El Tao de la liberación
ECOLOGÍA, ESPIRITUALIDAD Y TRADICIÓN CRISTIANA
Entre las múltiples reflexiones que se han generado en torno a la pandemia del COVID-19, la discusión en torno a la relación del hombre y la naturaleza no ha dejado de resignificarse y adquirir dimensiones urgentes.
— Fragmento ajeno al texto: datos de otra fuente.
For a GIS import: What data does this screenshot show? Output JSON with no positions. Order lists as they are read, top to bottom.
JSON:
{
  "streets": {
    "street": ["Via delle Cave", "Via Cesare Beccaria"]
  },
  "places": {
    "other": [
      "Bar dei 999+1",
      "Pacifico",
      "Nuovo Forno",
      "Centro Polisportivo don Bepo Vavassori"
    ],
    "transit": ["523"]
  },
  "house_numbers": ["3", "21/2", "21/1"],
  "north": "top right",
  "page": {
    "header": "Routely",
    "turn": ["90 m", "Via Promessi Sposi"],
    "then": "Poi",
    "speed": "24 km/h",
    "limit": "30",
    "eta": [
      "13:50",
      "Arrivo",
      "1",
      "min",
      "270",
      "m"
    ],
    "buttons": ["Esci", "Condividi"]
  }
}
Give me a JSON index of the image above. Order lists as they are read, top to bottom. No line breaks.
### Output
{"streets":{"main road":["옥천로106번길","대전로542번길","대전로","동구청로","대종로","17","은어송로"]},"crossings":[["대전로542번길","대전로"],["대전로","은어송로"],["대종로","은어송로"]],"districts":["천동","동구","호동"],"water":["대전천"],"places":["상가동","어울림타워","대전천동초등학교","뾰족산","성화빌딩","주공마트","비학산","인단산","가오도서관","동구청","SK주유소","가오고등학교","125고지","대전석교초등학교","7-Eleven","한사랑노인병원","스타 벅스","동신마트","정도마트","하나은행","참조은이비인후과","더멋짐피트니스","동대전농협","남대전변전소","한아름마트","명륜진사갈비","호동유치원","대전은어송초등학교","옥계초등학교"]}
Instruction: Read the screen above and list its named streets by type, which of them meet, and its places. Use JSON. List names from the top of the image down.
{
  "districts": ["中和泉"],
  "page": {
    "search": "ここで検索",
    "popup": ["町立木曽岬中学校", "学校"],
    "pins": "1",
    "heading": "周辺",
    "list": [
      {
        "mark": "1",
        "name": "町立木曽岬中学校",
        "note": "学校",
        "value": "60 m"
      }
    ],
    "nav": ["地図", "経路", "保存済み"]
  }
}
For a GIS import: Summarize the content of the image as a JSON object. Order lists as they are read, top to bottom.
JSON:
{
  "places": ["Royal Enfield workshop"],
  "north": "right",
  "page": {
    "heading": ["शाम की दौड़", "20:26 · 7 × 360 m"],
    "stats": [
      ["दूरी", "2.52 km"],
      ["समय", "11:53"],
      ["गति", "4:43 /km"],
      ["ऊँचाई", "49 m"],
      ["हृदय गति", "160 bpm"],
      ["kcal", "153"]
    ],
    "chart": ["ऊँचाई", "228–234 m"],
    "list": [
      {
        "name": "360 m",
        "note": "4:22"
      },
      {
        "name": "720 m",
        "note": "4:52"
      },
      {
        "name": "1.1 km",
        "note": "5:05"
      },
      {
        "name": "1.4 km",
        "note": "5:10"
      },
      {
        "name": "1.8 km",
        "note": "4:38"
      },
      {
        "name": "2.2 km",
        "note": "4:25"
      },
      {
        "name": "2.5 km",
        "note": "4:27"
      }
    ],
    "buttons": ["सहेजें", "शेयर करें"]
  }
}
No hay dudas de la necesidad de repensar nuestro vínculo con el entorno, la alimentación, los modos de producción, la tierra así como las raíces más profundas de nuestra cosmovisión ideológica que nos ha llevado al estado actual. Para quienes pensamos muchos de estos vínculos desde un lugar también espiritual, leer y releer a Leonardo Boff es una manera de regar esas raíces ya bastante secas, de un cristianismo comprometido con la creación. Por eso, queremos compartir con ustedes un fragmento del libro El Tao de la Liberación, escrito por Mark Hathaway y Leonardo Boff, esperando que siga movilizándonos hacia ese imperioso cambio de paradigma que transforme radicalmente nuestras prácticas.
A lo largo del presente libro hemos recurrido a muy diversas tradiciones espirituales como fuentes de sabiduría al considerar cómo llevar a cabo una transformación hacia un mundo que afirme más la vida. Tenemos la firme convicción de que todas estas fuentes de sabiduría son importantes y de que debemos aprender a escuchar, con disposición abierta y respeto, muchas voces diferentes. Existen, sin embargo, buenas razones para examinar con más detalle el papel que el cristianismo puede desempeñar en una espiritualidad verdaderamente ecológica. ¿Por qué? En primer lugar, muchos de los lectores de este texto tendrán raíces en la tradición cristiana, con independencia de que actualmente participen en ella o no. La mayoría de la gente que vive en el continente americano y en el europeo ha heredado, en gran medida, valores y percepciones que se han formado en el cristianismo.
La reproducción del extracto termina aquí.